An electrode for an electrochemical element comprising a current collector having a through-hole penetrating the front and back surfaces, and an active material layer containing an electrode active material and a binder, and containing an antacid material in the active material layer An electrode for an electrochemical element. 2. The electrode for an electrochemical element according to claim 1, wherein the antacid material is at least one selected from the group consisting of metal carbonates, metal organic acid salts, silicates, and alkaline hydroxides. 3. The electrode for an electrochemical element according to claim 1, wherein the content of the antacid material in the active material layer is 0.01 to 50 parts by weight with respect to 100 parts by weight of the electrode active material.
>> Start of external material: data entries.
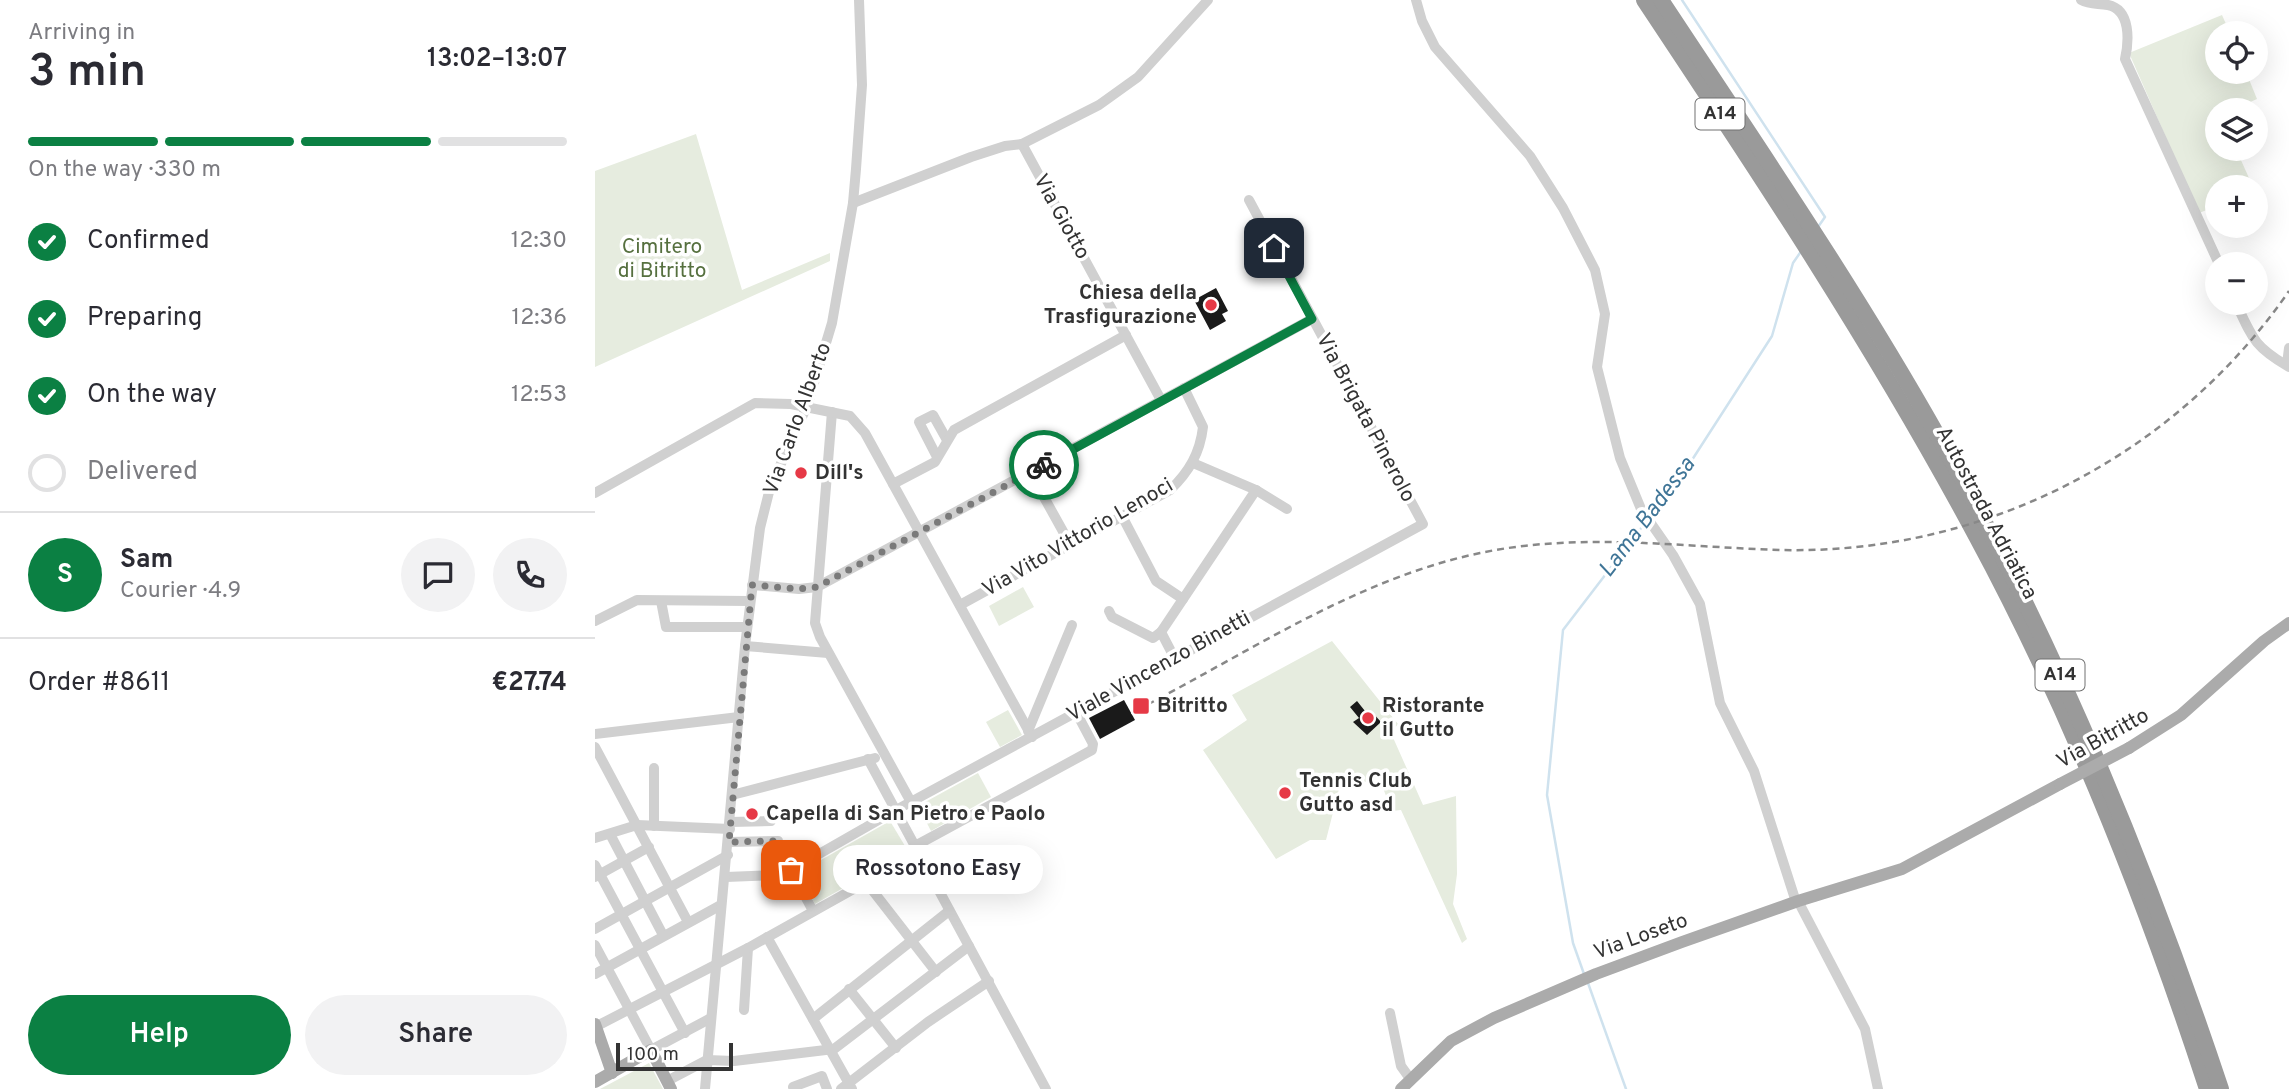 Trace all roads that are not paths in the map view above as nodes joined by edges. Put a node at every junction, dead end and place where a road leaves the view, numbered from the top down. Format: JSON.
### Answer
{"nodes":[{"id":1,"x":859,"y":0,"type":"edge"},
{"id":2,"x":1208,"y":0,"type":"edge"},
{"id":3,"x":1416,"y":0,"type":"edge"},
{"id":4,"x":1644,"y":0,"type":"edge"},
{"id":5,"x":1661,"y":0,"type":"edge"},
{"id":6,"x":2081,"y":0,"type":"edge"},
{"id":7,"x":1021,"y":144,"type":"junction"},
{"id":8,"x":1249,"y":200,"type":"dead end"},
{"id":9,"x":853,"y":203,"type":"junction"},
{"id":10,"x":1801,"y":225,"type":"junction"},
{"id":11,"x":2214,"y":252,"type":"edge"},
{"id":12,"x":1842,"y":288,"type":"junction"},
{"id":13,"x":2242,"y":315,"type":"edge"},
{"id":14,"x":1312,"y":319,"type":"junction"},
{"id":15,"x":1126,"y":335,"type":"junction"},
{"id":16,"x":2289,"y":348,"type":"edge"},
{"id":17,"x":2288,"y":366,"type":"edge"},
{"id":18,"x":1184,"y":387,"type":"junction"},
{"id":19,"x":1161,"y":400,"type":"junction"},
{"id":20,"x":807,"y":406,"type":"junction"},
{"id":21,"x":832,"y":412,"type":"junction"},
{"id":22,"x":947,"y":440,"type":"junction"},
{"id":23,"x":937,"y":457,"type":"junction"},
{"id":24,"x":1193,"y":463,"type":"junction"},
{"id":25,"x":1030,"y":472,"type":"junction"},
{"id":26,"x":893,"y":484,"type":"junction"},
{"id":27,"x":1256,"y":490,"type":"junction"},
{"id":28,"x":595,"y":492,"type":"edge"},
{"id":29,"x":1287,"y":509,"type":"dead end"},
{"id":30,"x":1122,"y":516,"type":"junction"},
{"id":31,"x":1423,"y":524,"type":"joint"},
{"id":32,"x":920,"y":533,"type":"junction"},
{"id":33,"x":1070,"y":544,"type":"junction"},
{"id":34,"x":752,"y":585,"type":"junction"},
{"id":35,"x":817,"y":587,"type":"junction"},
{"id":36,"x":1183,"y":599,"type":"junction"},
{"id":37,"x":661,"y":601,"type":"junction"},
{"id":38,"x":750,"y":601,"type":"junction"},
{"id":39,"x":960,"y":605,"type":"junction"},
{"id":40,"x":1109,"y":611,"type":"dead end"},
{"id":41,"x":595,"y":621,"type":"edge"},
{"id":42,"x":2289,"y":623,"type":"edge"},
{"id":43,"x":1072,"y":625,"type":"dead end"},
{"id":44,"x":747,"y":627,"type":"junction"},
{"id":45,"x":1161,"y":632,"type":"junction"},
{"id":46,"x":745,"y":646,"type":"junction"},
{"id":47,"x":828,"y":653,"type":"junction"},
{"id":48,"x":1175,"y":659,"type":"junction"},
{"id":49,"x":1076,"y":712,"type":"junction"},
{"id":50,"x":739,"y":717,"type":"junction"},
{"id":51,"x":595,"y":734,"type":"edge"},
{"id":52,"x":1030,"y":734,"type":"junction"},
{"id":53,"x":595,"y":747,"type":"edge"},
{"id":54,"x":884,"y":755,"type":"junction"},
{"id":55,"x":869,"y":759,"type":"junction"},
{"id":56,"x":654,"y":768,"type":"dead end"},
{"id":57,"x":732,"y":795,"type":"junction"},
{"id":58,"x":911,"y":802,"type":"junction"},
{"id":59,"x":896,"y":810,"type":"junction"},
{"id":60,"x":771,"y":821,"type":"dead end"},
{"id":61,"x":637,"y":825,"type":"junction"},
{"id":62,"x":654,"y":826,"type":"junction"},
{"id":63,"x":730,"y":826,"type":"junction"},
{"id":64,"x":610,"y":834,"type":"junction"},
{"id":65,"x":595,"y":838,"type":"edge"},
{"id":66,"x":729,"y":842,"type":"junction"},
{"id":67,"x":649,"y":847,"type":"junction"},
{"id":68,"x":916,"y":849,"type":"junction"},
{"id":69,"x":727,"y":855,"type":"junction"},
{"id":70,"x":625,"y":861,"type":"junction"},
{"id":71,"x":1917,"y":862,"type":"joint"},
{"id":72,"x":597,"y":872,"type":"edge"},
{"id":73,"x":786,"y":872,"type":"junction"},
{"id":74,"x":726,"y":877,"type":"junction"},
{"id":75,"x":866,"y":882,"type":"junction"},
{"id":76,"x":671,"y":889,"type":"junction"},
{"id":77,"x":1797,"y":901,"type":"junction"},
{"id":78,"x":646,"y":902,"type":"junction"},
{"id":79,"x":721,"y":905,"type":"junction"},
{"id":80,"x":813,"y":911,"type":"junction"},
{"id":81,"x":949,"y":911,"type":"junction"},
{"id":82,"x":622,"y":915,"type":"junction"},
{"id":83,"x":688,"y":922,"type":"junction"},
{"id":84,"x":595,"y":929,"type":"edge"},
{"id":85,"x":663,"y":935,"type":"junction"},
{"id":86,"x":767,"y":937,"type":"junction"},
{"id":87,"x":912,"y":940,"type":"junction"},
{"id":88,"x":595,"y":944,"type":"edge"},
{"id":89,"x":969,"y":946,"type":"junction"},
{"id":90,"x":748,"y":948,"type":"junction"},
{"id":91,"x":639,"y":949,"type":"junction"},
{"id":92,"x":717,"y":964,"type":"junction"},
{"id":93,"x":607,"y":967,"type":"junction"},
{"id":94,"x":936,"y":972,"type":"junction"},
{"id":95,"x":595,"y":974,"type":"edge"},
{"id":96,"x":989,"y":981,"type":"junction"},
{"id":97,"x":849,"y":989,"type":"junction"},
{"id":98,"x":663,"y":993,"type":"junction"},
{"id":99,"x":629,"y":1010,"type":"junction"},
{"id":100,"x":744,"y":1010,"type":"dead end"},
{"id":101,"x":1390,"y":1013,"type":"dead end"},
{"id":102,"x":711,"y":1018,"type":"junction"},
{"id":103,"x":813,"y":1019,"type":"junction"},
{"id":104,"x":872,"y":1019,"type":"junction"},
{"id":105,"x":595,"y":1026,"type":"edge"},
{"id":106,"x":685,"y":1033,"type":"junction"},
{"id":107,"x":896,"y":1048,"type":"junction"},
{"id":108,"x":828,"y":1050,"type":"junction"},
{"id":109,"x":651,"y":1051,"type":"junction"},
{"id":110,"x":707,"y":1060,"type":"junction"},
{"id":111,"x":612,"y":1073,"type":"junction"},
{"id":112,"x":1411,"y":1080,"type":"junction"},
{"id":113,"x":595,"y":1082,"type":"edge"},
{"id":114,"x":669,"y":1085,"type":"edge"},
{"id":115,"x":793,"y":1087,"type":"edge"},
{"id":116,"x":847,"y":1087,"type":"edge"},
{"id":117,"x":705,"y":1089,"type":"edge"},
{"id":118,"x":827,"y":1089,"type":"edge"},
{"id":119,"x":1047,"y":1089,"type":"edge"},
{"id":120,"x":1401,"y":1089,"type":"edge"},
{"id":121,"x":1878,"y":1089,"type":"edge"},
{"id":122,"x":2207,"y":1089,"type":"edge"},
{"id":123,"x":2221,"y":1089,"type":"edge"}],
"edges":[{"from":1,"to":9,"type":"street","name":"Via Carlo Alberto"},
{"from":2,"to":7,"type":"street"},
{"from":3,"to":77,"type":"street"},
{"from":4,"to":10,"type":"highway","name":"Autostrada Adriatica","number":"A14"},
{"from":5,"to":10,"type":"highway","name":"Autostrada Adriatica","number":"A14"},
{"from":6,"to":11,"type":"street"},
{"from":7,"to":9,"type":"street"},
{"from":7,"to":15,"type":"street","name":"Via Giotto"},
{"from":8,"to":14,"type":"street","name":"Via Brigata Pinerolo"},
{"from":9,"to":20,"type":"street","name":"Via Carlo Alberto"},
{"from":10,"to":12,"type":"highway","name":"Autostrada Adriatica","number":"A14"},
{"from":12,"to":122,"type":"highway","name":"Autostrada Adriatica","number":"A14"},
{"from":12,"to":123,"type":"highway","name":"Autostrada Adriatica","number":"A14"},
{"from":13,"to":17,"type":"street"},
{"from":14,"to":18,"type":"street"},
{"from":14,"to":31,"type":"street","name":"Via Brigata Pinerolo"},
{"from":15,"to":19,"type":"street","name":"Via Giotto"},
{"from":15,"to":22,"type":"street"},
{"from":16,"to":17,"type":"street"},
{"from":18,"to":19,"type":"street"},
{"from":18,"to":24,"type":"street","name":"Via Vito Vittorio Lenoci"},
{"from":19,"to":25,"type":"street"},
{"from":20,"to":21,"type":"street"},
{"from":20,"to":28,"type":"street"},
{"from":20,"to":34,"type":"street","name":"Via Carlo Alberto"},
{"from":21,"to":26,"type":"street"},
{"from":21,"to":35,"type":"street"},
{"from":22,"to":23,"type":"street"},
{"from":22,"to":23,"type":"street"},
{"from":23,"to":26,"type":"street"},
{"from":24,"to":27,"type":"street"},
{"from":24,"to":30,"type":"street","name":"Via Vito Vittorio Lenoci"},
{"from":25,"to":32,"type":"street"},
{"from":25,"to":33,"type":"street"},
{"from":26,"to":32,"type":"street"},
{"from":27,"to":29,"type":"street"},
{"from":27,"to":36,"type":"street"},
{"from":30,"to":33,"type":"street","name":"Via Vito Vittorio Lenoci"},
{"from":30,"to":36,"type":"street"},
{"from":31,"to":48,"type":"street","name":"Viale Vincenzo Binetti"},
{"from":32,"to":35,"type":"street"},
{"from":32,"to":39,"type":"street"},
{"from":33,"to":39,"type":"street","name":"Via Vito Vittorio Lenoci"},
{"from":34,"to":35,"type":"street"},
{"from":34,"to":38,"type":"street","name":"Via Carlo Alberto"},
{"from":35,"to":47,"type":"street"},
{"from":36,"to":45,"type":"street"},
{"from":37,"to":38,"type":"street"},
{"from":37,"to":41,"type":"street"},
{"from":37,"to":44,"type":"street"},
{"from":38,"to":44,"type":"street","name":"Via Carlo Alberto"},
{"from":39,"to":52,"type":"street"},
{"from":40,"to":45,"type":"street"},
{"from":42,"to":71,"type":"main road","name":"Via Bitritto","bridge":true},
{"from":43,"to":52,"type":"street"},
{"from":44,"to":46,"type":"street","name":"Via Carlo Alberto"},
{"from":45,"to":48,"type":"street"},
{"from":46,"to":47,"type":"street"},
{"from":46,"to":50,"type":"street","name":"Via Carlo Alberto"},
{"from":47,"to":54,"type":"street"},
{"from":48,"to":49,"type":"street","name":"Viale Vincenzo Binetti"},
{"from":49,"to":52,"type":"street","name":"Viale Vincenzo Binetti"},
{"from":49,"to":68,"type":"street"},
{"from":50,"to":51,"type":"street"},
{"from":50,"to":57,"type":"street","name":"Via Carlo Alberto"},
{"from":52,"to":58,"type":"street","name":"Viale Vincenzo Binetti"},
{"from":53,"to":61,"type":"street"},
{"from":54,"to":55,"type":"street"},
{"from":54,"to":58,"type":"street"},
{"from":55,"to":57,"type":"street"},
{"from":55,"to":59,"type":"street"},
{"from":56,"to":62,"type":"street"},
{"from":57,"to":63,"type":"street","name":"Via Carlo Alberto"},
{"from":58,"to":59,"type":"street","name":"Viale Vincenzo Binetti"},
{"from":59,"to":68,"type":"street"},
{"from":59,"to":73,"type":"street","name":"Viale Vincenzo Binetti"},
{"from":60,"to":63,"type":"street"},
{"from":61,"to":62,"type":"street"},
{"from":61,"to":64,"type":"street"},
{"from":61,"to":67,"type":"street"},
{"from":62,"to":63,"type":"street"},
{"from":63,"to":66,"type":"street","name":"Via Carlo Alberto"},
{"from":64,"to":65,"type":"street"},
{"from":64,"to":70,"type":"street"},
{"from":66,"to":69,"type":"street","name":"Via Carlo Alberto"},
{"from":66,"to":73,"type":"street"},
{"from":67,"to":70,"type":"street"},
{"from":67,"to":76,"type":"street"},
{"from":68,"to":75,"type":"street"},
{"from":68,"to":81,"type":"street"},
{"from":69,"to":74,"type":"street","name":"Via Carlo Alberto"},
{"from":69,"to":76,"type":"street"},
{"from":70,"to":72,"type":"street"},
{"from":70,"to":78,"type":"street"},
{"from":71,"to":77,"type":"main road","name":"Via Loseto"},
{"from":72,"to":82,"type":"street"},
{"from":73,"to":74,"type":"street"},
{"from":73,"to":80,"type":"street"},
{"from":74,"to":79,"type":"street","name":"Via Carlo Alberto"},
{"from":75,"to":80,"type":"street"},
{"from":75,"to":87,"type":"street"},
{"from":76,"to":78,"type":"street"},
{"from":76,"to":83,"type":"street"},
{"from":77,"to":112,"type":"main road","name":"Via Loseto"},
{"from":77,"to":121,"type":"street"},
{"from":78,"to":82,"type":"street"},
{"from":78,"to":85,"type":"street"},
{"from":79,"to":83,"type":"street"},
{"from":79,"to":92,"type":"street","name":"Via Carlo Alberto"},
{"from":80,"to":86,"type":"street"},
{"from":81,"to":87,"type":"street"},
{"from":81,"to":89,"type":"street"},
{"from":82,"to":84,"type":"street"},
{"from":82,"to":91,"type":"street"},
{"from":83,"to":85,"type":"street"},
{"from":85,"to":91,"type":"street"},
{"from":86,"to":90,"type":"street"},
{"from":86,"to":103,"type":"street"},
{"from":87,"to":94,"type":"street"},
{"from":87,"to":97,"type":"street"},
{"from":88,"to":93,"type":"street"},
{"from":89,"to":94,"type":"street"},
{"from":89,"to":96,"type":"street"},
{"from":90,"to":92,"type":"street"},
{"from":90,"to":100,"type":"street"},
{"from":91,"to":93,"type":"street"},
{"from":91,"to":98,"type":"street"},
{"from":92,"to":98,"type":"street"},
{"from":92,"to":102,"type":"street","name":"Via Carlo Alberto"},
{"from":93,"to":95,"type":"street"},
{"from":93,"to":99,"type":"street"},
{"from":94,"to":104,"type":"street"},
{"from":96,"to":107,"type":"street"},
{"from":96,"to":119,"type":"street"},
{"from":97,"to":103,"type":"street"},
{"from":97,"to":104,"type":"street"},
{"from":98,"to":99,"type":"street"},
{"from":98,"to":106,"type":"street"},
{"from":99,"to":105,"type":"street"},
{"from":99,"to":109,"type":"street"},
{"from":101,"to":112,"type":"street"},
{"from":102,"to":106,"type":"street"},
{"from":102,"to":110,"type":"street","name":"Via Carlo Alberto"},
{"from":103,"to":108,"type":"street"},
{"from":104,"to":107,"type":"street"},
{"from":104,"to":108,"type":"street"},
{"from":105,"to":111,"type":"main road"},
{"from":106,"to":109,"type":"street"},
{"from":107,"to":116,"type":"street"},
{"from":108,"to":110,"type":"street"},
{"from":108,"to":116,"type":"street"},
{"from":109,"to":111,"type":"main road"},
{"from":109,"to":114,"type":"main road"},
{"from":110,"to":114,"type":"street"},
{"from":110,"to":117,"type":"street","name":"Via Carlo Alberto"},
{"from":111,"to":113,"type":"main road"},
{"from":112,"to":120,"type":"main road","name":"Via Loseto"},
{"from":115,"to":118,"type":"street"}]}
The electrode for an electrochemical element according to any one of claims 1 to 3, wherein the electrolytic solution used for the electrochemical element is an organic electrolytic solution. The electrode for an electrochemical element according to claim 4, wherein the electrolytic solution contains fluorine as an electrolyte. The electrochemical element which has an electrode for electrochemical elements in any one of Claims 1-5.